A sympathetic approach will be taken to any worker who, during this period, feels unable to fly.

The helicopter operators have reviewed their own safety management systems and processes and are satisfied that there is no reason to believe there is an inherent mechanical problem with any of the aircraft.

Elgin woman Sarah Darnley (45) was among the four killed when their helicopter crashed in the sea close to Sumburgh Airport last Friday.

Mr Linklater continued: "Four people tragically lost their lives on Friday, however there are almost 16,000 people offshore currently, with over 12,000 in the most affected areas (central and northern North Sea).

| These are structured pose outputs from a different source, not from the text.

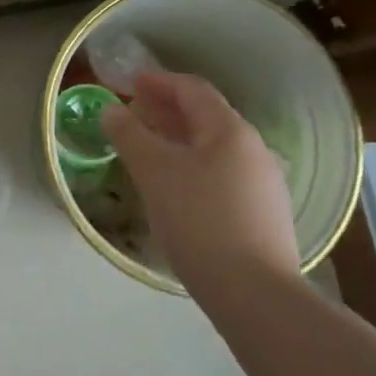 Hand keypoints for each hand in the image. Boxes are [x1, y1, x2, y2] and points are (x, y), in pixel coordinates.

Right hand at [100, 72, 299, 294]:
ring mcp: (263, 183)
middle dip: (167, 110)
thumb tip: (112, 110)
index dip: (159, 81)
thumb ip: (129, 135)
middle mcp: (253, 148)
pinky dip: (193, 165)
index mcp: (230, 130)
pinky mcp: (264, 214)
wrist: (255, 294)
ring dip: (179, 139)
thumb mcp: (153, 171)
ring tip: (149, 150)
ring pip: (214, 147)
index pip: (192, 89)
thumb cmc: (199, 219)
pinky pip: (222, 173)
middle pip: (206, 116)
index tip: (130, 83)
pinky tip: (175, 187)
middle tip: (134, 115)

"There are over 250 people who have spent more than 21 days offshore, this is increasing daily and they and their families are wondering when they are going to get home.

"We have a duty of care to all offshore workers both in terms of their safety and their well-being; we must consider the cumulative risk of the ‘time out’.

"We must avoid a further tragedy through the introduction of human factor-based risk such as fatigue, stress and other well-being concerns that increase the likelihood of a high consequence – low frequency event.

"The individual helicopter operating companies will now work with their customers, to ensure the correct information and confidence-building communication is available, sensitive to the individual needs of the offshore workforce, before returning to full commercial passenger service."

However, one Moray worker, speaking to ‘The Scot’ from offshore, said: "The mood isn’t great out here, especially as the last one that went down was for our rig.

"Something really needs to be done this time. We are working for Total and we don’t think they are doing enough about it or giving us enough information either.

"We are expected to carry on regardless, production comes first, it’s a joke."